Als der letzte Italiener sein Ticket gebucht hat, schauen wir hoffnungsvoll zum Mitarbeiter an den Schalter… und der zeigt uns einen Daumen nach oben! Wir sind unglaublich froh. So froh, das kann man sich wahrscheinlich nicht vorstellen. Wir geben Oskar beim SperrgepäckSchalter ab, und rasen durch sämtliche Kontrollen in den Flieger. Zehn Minuten später sind wir in der Luft und können es gar nicht so richtig realisieren. Angekommen in Rom, haben wir keine Ahnung, was uns nun erwarten wird. Quarantäne? Wochen, in denen wir in Rom festsitzen? Egal. Wir haben es nach Europa geschafft.

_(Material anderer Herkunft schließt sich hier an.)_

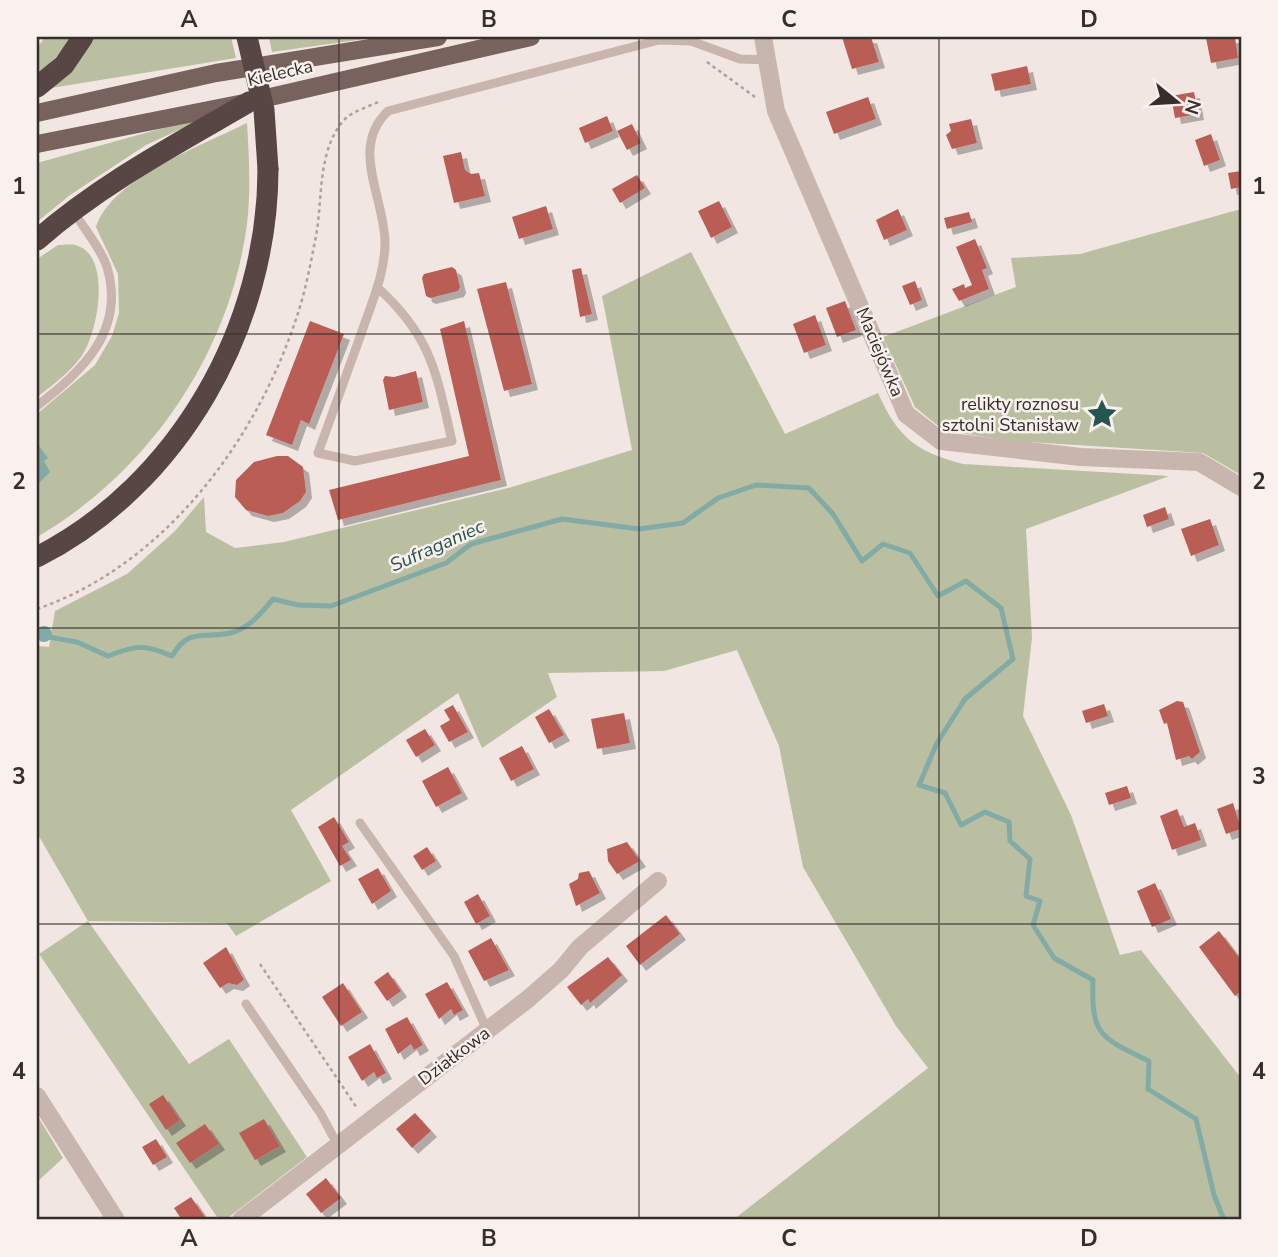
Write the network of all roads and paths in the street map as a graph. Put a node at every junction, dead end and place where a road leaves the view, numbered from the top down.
1 (83, 37) edge
2 (247, 37) edge
3 (438, 37) edge
4 (531, 37) edge
5 (764, 37) edge
6 (704, 46) junction
7 (768, 60) junction
8 (37, 87) edge
9 (755, 97) dead end
10 (386, 99) dead end
11 (249, 102) junction
12 (37, 113) edge
13 (37, 144) edge
14 (73, 210) junction
15 (37, 240) edge
16 (377, 286) junction
17 (37, 406) edge
18 (1241, 487) edge
19 (37, 557) edge
20 (37, 610) edge
21 (360, 823) dead end
22 (657, 881) dead end
23 (261, 964) dead end
24 (246, 1004) dead end
25 (487, 1030) junction
26 (37, 1096) edge
27 (366, 1122) junction
28 (337, 1144) junction
29 (116, 1220) edge
30 (241, 1220) edge

1 - 8 highway
2 - 19 highway, bridge
3 - 12 main road, Kielecka
4 - 11 main road, Kielecka
5 - 7 street, Maciejówka
6 - 7 lane
6 - 9 path
6 - 16 lane
7 - 18 street, Maciejówka
10 - 20 path
11 - 13 main road, Kielecka
11 - 14 highway
14 - 15 highway
14 - 17 lane
16 - 16 lane
21 - 25 lane
22 - 25 street, Działkowa
23 - 27 path
24 - 28 lane
25 - 27 street, Działkowa
26 - 29 street
27 - 28 street, Działkowa
28 - 30 street, Działkowa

Auf den Anzeigetafeln sehen wir, dass es am nächsten Tag einen Flug nach München gibt und erfahren, dass es noch freie Plätze gibt und auch Oskar mitfliegen kann. Sofort buchen wir ein Ticket und sind einfach unfassbar erleichtert, als wir am nächsten Tag nach München fliegen. Angekommen am Flughafen in München wissen wir überhaupt nicht, was uns nun in Deutschland erwarten wird. Wo können wir wohnen?
Unser Zuhause war die letzten zwei Jahre unser VW-Bus. Ein Haus oder Wohnung haben wir nicht mehr. Und in der aktuellen Situation bei Freunden wohnen? Wohl eher schlecht.
Und dann kommt uns die perfekte Idee: Wir ziehen in den Wohnwagen von Lisas Mama, der an einem wunderschönen Platz in der Natur steht. Für uns wirklich die ideale Lösung. Hier erholen wir uns von den doch sehr strapazierenden letzten Tagen und begeben uns erst einmal in freiwillige 14-tägige Quarantäne, da das Gedränge am Flughafen doch eher fragwürdig vorkam. Im Wohnwagen wohnen wir nun schon seit einigen Wochen und fühlen uns pudelwohl. Wir beide sind freiberufliche Fotografen und haben bislang auf unserer Reise für verschiedene Firmen kreative Produktfotos in der Natur umgesetzt. Eine Arbeit, die wir glücklicherweise auch hier in Deutschland ohne Probleme weitermachen können. Wir haben großes Glück und werden wenige Tage nach unserer Rückkehr nach Deutschland für mehrere große Fotoaufträge gebucht. Wie es mit unserer Reise weitergehen wird, steht noch in den Sternen. Sobald es aber wieder Fähren zwischen Europa und Tunesien gibt, werden wir unseren geliebten Willi natürlich abholen.